YOUR ASSIGNMENT ->
Search the listing for the word "dead" and copy every line where it turns up.

*** GIVEN RECORDS Section Begins ***

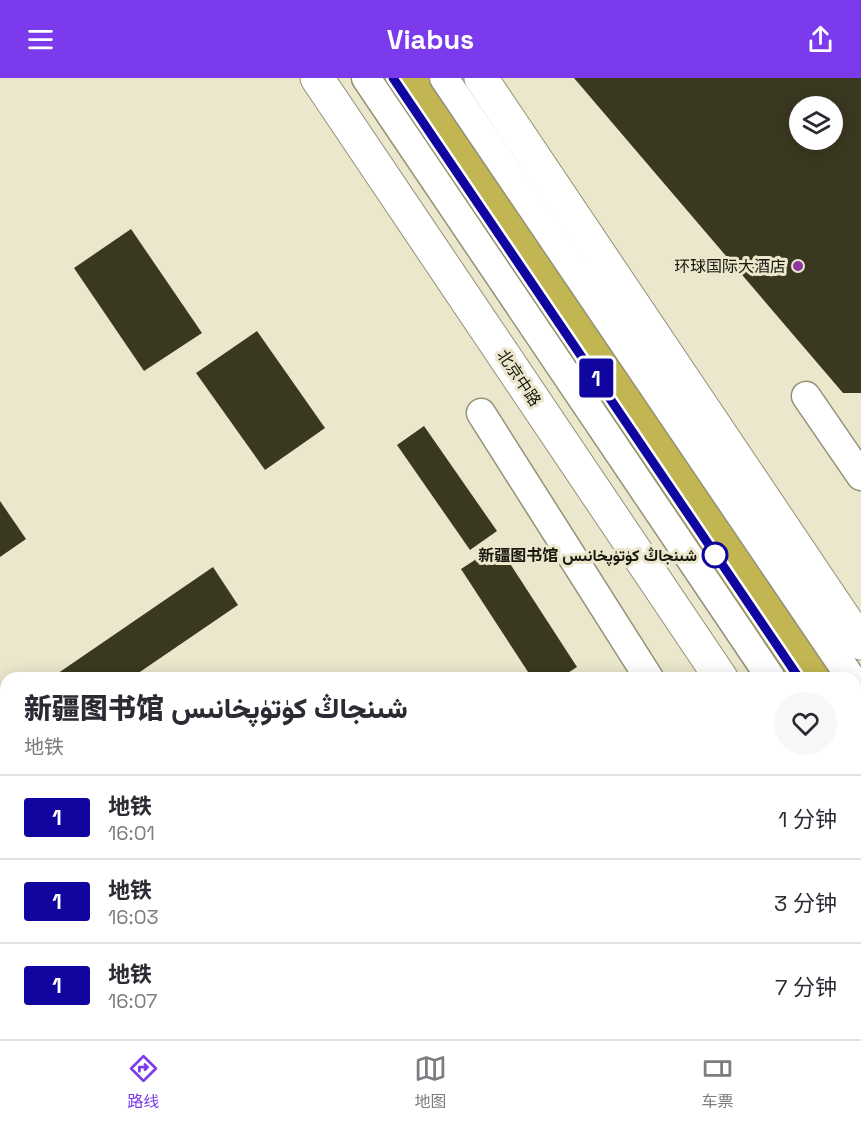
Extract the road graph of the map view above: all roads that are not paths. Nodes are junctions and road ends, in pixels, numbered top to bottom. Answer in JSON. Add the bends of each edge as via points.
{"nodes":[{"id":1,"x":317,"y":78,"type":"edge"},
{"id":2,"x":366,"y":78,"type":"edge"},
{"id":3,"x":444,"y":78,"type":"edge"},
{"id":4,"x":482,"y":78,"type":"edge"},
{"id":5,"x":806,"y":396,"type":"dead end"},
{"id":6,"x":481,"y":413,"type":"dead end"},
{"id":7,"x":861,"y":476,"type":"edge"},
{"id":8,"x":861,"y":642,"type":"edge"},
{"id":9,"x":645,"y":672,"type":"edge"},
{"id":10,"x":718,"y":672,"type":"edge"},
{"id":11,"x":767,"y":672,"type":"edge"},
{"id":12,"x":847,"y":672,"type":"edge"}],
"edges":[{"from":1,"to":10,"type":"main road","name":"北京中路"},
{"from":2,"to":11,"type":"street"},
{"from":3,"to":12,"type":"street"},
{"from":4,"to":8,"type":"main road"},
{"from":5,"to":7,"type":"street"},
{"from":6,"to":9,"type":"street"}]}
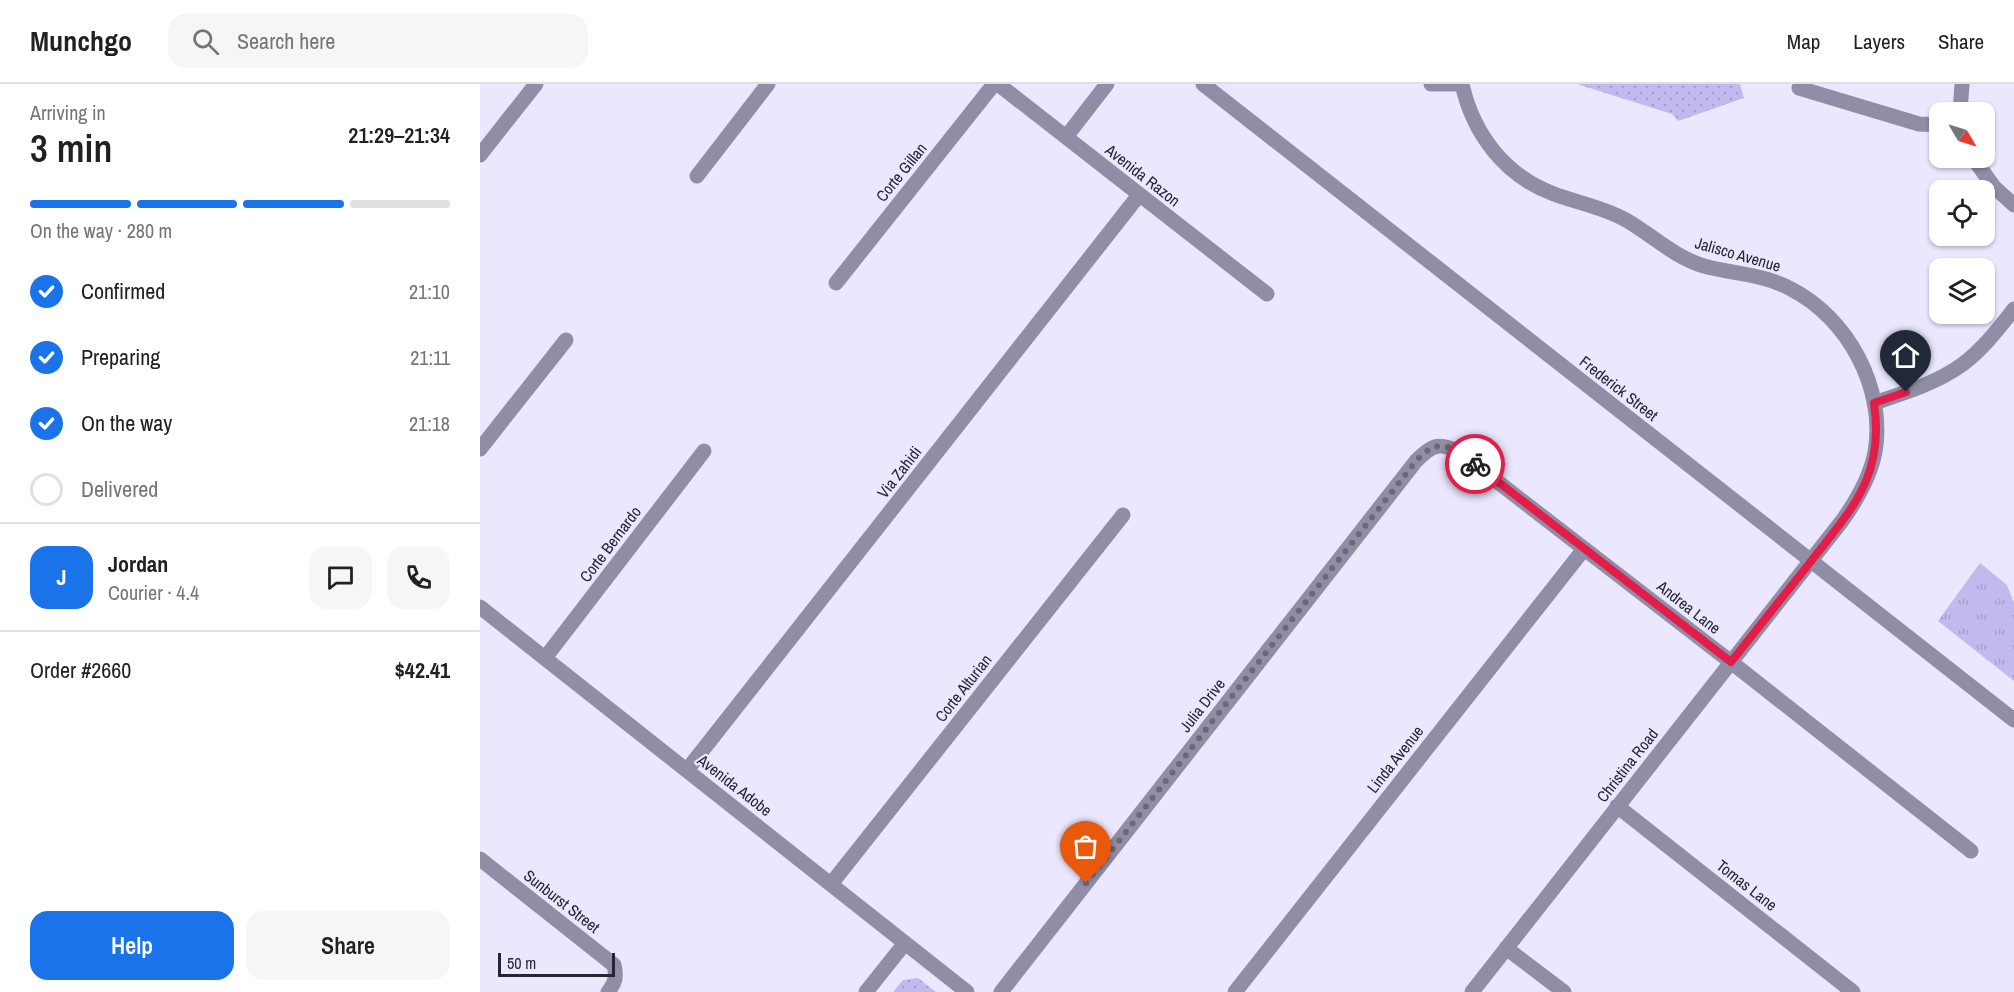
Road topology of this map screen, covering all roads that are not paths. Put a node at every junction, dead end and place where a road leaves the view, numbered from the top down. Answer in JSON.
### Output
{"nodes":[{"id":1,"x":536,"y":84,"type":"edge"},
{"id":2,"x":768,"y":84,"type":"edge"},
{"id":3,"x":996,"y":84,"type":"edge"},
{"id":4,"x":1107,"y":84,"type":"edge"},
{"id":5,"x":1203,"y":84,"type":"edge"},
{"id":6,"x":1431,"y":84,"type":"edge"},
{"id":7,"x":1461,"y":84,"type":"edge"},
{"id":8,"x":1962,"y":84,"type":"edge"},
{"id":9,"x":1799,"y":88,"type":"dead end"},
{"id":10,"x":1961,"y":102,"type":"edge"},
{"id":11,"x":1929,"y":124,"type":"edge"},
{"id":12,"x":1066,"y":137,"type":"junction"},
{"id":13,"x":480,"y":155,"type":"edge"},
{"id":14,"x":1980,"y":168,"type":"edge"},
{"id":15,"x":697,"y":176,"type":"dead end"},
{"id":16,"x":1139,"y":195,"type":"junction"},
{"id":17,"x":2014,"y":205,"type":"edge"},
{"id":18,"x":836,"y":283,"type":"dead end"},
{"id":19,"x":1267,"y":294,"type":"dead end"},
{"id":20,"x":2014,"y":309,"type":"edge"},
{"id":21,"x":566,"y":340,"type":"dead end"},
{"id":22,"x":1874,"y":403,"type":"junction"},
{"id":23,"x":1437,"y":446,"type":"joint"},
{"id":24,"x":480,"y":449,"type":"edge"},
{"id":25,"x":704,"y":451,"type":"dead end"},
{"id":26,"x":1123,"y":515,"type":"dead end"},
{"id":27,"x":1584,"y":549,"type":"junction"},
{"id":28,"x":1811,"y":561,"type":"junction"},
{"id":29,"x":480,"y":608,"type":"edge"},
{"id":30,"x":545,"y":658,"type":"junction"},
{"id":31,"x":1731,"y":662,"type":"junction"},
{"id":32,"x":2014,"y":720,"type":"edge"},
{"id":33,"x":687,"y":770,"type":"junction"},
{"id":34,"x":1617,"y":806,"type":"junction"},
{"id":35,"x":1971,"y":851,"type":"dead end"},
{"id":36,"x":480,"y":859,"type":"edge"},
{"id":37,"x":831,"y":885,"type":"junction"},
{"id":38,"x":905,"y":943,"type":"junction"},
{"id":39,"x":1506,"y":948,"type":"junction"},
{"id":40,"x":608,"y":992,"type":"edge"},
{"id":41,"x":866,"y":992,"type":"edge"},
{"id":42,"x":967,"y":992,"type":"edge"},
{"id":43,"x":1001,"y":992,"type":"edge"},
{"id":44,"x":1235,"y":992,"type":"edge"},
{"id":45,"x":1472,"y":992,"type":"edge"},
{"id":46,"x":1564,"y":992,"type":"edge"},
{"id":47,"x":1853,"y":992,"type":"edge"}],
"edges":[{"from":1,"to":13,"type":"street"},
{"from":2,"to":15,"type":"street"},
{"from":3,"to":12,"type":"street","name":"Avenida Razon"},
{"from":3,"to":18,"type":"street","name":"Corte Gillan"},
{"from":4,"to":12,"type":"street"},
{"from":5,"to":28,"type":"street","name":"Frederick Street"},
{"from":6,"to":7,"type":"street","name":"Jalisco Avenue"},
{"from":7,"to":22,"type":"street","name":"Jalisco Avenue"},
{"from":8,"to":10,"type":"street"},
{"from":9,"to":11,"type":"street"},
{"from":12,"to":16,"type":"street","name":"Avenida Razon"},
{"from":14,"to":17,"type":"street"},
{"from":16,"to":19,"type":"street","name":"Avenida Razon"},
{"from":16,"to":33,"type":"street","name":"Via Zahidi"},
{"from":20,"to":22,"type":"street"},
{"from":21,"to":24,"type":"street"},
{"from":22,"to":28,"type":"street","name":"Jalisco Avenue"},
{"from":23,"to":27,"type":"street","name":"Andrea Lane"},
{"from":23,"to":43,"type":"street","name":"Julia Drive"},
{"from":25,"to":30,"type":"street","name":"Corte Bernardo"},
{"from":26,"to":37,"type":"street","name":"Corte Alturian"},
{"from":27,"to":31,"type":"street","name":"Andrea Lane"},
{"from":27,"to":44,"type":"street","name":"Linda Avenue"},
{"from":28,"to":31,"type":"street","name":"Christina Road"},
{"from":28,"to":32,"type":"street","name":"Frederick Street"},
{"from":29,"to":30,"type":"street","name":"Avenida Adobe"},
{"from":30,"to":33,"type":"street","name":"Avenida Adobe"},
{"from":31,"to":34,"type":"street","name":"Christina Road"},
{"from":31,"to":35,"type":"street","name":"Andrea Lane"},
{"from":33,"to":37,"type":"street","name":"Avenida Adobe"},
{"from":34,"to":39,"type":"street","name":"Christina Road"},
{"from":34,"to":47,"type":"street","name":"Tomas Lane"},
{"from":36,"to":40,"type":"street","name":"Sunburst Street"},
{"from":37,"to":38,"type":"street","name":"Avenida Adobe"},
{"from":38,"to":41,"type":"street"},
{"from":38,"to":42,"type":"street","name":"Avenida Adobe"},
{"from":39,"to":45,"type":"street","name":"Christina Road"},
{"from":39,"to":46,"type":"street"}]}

*** GIVEN RECORDS Section Ends ***

WRITTEN SOLUTION ->
{"id":5,"x":806,"y":396,"type":"dead end"},
{"id":6,"x":481,"y":413,"type":"dead end"},
Road topology of this map screen, covering all roads that are not paths. Put a node at every junction, dead end and place where a road leaves the view, numbered from the top down. Answer in JSON.
{"id":9,"x":1799,"y":88,"type":"dead end"},
{"id":15,"x":697,"y":176,"type":"dead end"},
{"id":18,"x":836,"y":283,"type":"dead end"},
{"id":19,"x":1267,"y":294,"type":"dead end"},
{"id":21,"x":566,"y":340,"type":"dead end"},
{"id":25,"x":704,"y":451,"type":"dead end"},
{"id":26,"x":1123,"y":515,"type":"dead end"},
{"id":35,"x":1971,"y":851,"type":"dead end"},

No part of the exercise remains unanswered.